An exact copy of every record is required.

-*-

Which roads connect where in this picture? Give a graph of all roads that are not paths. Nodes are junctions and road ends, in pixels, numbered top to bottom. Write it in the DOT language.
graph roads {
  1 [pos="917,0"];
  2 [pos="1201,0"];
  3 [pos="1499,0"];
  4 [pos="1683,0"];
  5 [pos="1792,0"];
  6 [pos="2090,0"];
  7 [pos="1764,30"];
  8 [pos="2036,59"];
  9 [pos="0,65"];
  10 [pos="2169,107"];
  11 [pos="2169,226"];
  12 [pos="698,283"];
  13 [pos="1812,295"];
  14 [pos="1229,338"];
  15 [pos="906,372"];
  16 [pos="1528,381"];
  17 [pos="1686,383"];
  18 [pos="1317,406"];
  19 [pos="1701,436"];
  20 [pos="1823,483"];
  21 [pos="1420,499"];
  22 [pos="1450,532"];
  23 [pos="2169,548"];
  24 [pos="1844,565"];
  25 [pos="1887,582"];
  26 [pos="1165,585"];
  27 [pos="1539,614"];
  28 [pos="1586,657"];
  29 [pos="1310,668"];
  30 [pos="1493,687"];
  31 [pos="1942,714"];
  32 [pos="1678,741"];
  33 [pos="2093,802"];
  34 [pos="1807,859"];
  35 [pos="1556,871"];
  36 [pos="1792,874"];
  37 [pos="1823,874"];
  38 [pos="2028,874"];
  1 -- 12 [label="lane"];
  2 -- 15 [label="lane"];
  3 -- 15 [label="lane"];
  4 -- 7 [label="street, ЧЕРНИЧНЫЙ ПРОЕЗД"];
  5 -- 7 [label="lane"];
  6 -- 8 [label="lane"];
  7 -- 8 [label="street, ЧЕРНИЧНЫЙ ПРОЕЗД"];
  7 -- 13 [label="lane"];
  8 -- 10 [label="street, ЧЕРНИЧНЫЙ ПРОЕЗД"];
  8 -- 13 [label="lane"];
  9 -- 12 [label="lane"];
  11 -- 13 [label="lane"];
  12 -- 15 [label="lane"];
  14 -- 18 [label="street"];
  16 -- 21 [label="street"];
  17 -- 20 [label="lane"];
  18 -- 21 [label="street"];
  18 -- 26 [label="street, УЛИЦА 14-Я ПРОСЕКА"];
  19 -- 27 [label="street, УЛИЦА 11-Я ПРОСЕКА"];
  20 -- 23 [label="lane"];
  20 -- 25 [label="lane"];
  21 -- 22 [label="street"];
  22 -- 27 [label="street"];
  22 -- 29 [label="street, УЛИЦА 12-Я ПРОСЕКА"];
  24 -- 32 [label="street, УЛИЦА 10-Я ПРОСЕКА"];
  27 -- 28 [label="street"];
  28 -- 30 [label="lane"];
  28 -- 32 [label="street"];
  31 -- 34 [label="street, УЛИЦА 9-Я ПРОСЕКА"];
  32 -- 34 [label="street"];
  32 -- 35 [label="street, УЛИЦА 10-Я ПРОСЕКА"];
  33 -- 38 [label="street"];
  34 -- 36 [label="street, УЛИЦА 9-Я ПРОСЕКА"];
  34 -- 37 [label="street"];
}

-*-

**Response:**
Which roads connect where in this picture? Give a graph of all roads that are not paths. Nodes are junctions and road ends, in pixels, numbered top to bottom. Write it in the DOT language.
graph roads {
  1 [pos="917,0"];
  2 [pos="1201,0"];
  3 [pos="1499,0"];
  4 [pos="1683,0"];
  5 [pos="1792,0"];
  6 [pos="2090,0"];
  7 [pos="1764,30"];
  8 [pos="2036,59"];
  9 [pos="0,65"];
  10 [pos="2169,107"];
  11 [pos="2169,226"];
  12 [pos="698,283"];
  13 [pos="1812,295"];
  14 [pos="1229,338"];
  15 [pos="906,372"];
  16 [pos="1528,381"];
  17 [pos="1686,383"];
  18 [pos="1317,406"];
  19 [pos="1701,436"];
  20 [pos="1823,483"];
  21 [pos="1420,499"];
  22 [pos="1450,532"];
  23 [pos="2169,548"];
  24 [pos="1844,565"];
  25 [pos="1887,582"];
  26 [pos="1165,585"];
  27 [pos="1539,614"];
  28 [pos="1586,657"];
  29 [pos="1310,668"];
  30 [pos="1493,687"];
  31 [pos="1942,714"];
  32 [pos="1678,741"];
  33 [pos="2093,802"];
  34 [pos="1807,859"];
  35 [pos="1556,871"];
  36 [pos="1792,874"];
  37 [pos="1823,874"];
  38 [pos="2028,874"];
  1 -- 12 [label="lane"];
  2 -- 15 [label="lane"];
  3 -- 15 [label="lane"];
  4 -- 7 [label="street, ЧЕРНИЧНЫЙ ПРОЕЗД"];
  5 -- 7 [label="lane"];
  6 -- 8 [label="lane"];
  7 -- 8 [label="street, ЧЕРНИЧНЫЙ ПРОЕЗД"];
  7 -- 13 [label="lane"];
  8 -- 10 [label="street, ЧЕРНИЧНЫЙ ПРОЕЗД"];
  8 -- 13 [label="lane"];
  9 -- 12 [label="lane"];
  11 -- 13 [label="lane"];
  12 -- 15 [label="lane"];
  14 -- 18 [label="street"];
  16 -- 21 [label="street"];
  17 -- 20 [label="lane"];
  18 -- 21 [label="street"];
  18 -- 26 [label="street, УЛИЦА 14-Я ПРОСЕКА"];
  19 -- 27 [label="street, УЛИЦА 11-Я ПРОСЕКА"];
  20 -- 23 [label="lane"];
  20 -- 25 [label="lane"];
  21 -- 22 [label="street"];
  22 -- 27 [label="street"];
  22 -- 29 [label="street, УЛИЦА 12-Я ПРОСЕКА"];
  24 -- 32 [label="street, УЛИЦА 10-Я ПРОСЕКА"];
  27 -- 28 [label="street"];
  28 -- 30 [label="lane"];
  28 -- 32 [label="street"];
  31 -- 34 [label="street, УЛИЦА 9-Я ПРОСЕКА"];
  32 -- 34 [label="street"];
  32 -- 35 [label="street, УЛИЦА 10-Я ПРОСЕКА"];
  33 -- 38 [label="street"];
  34 -- 36 [label="street, УЛИЦА 9-Я ПРОСЕКА"];
  34 -- 37 [label="street"];
}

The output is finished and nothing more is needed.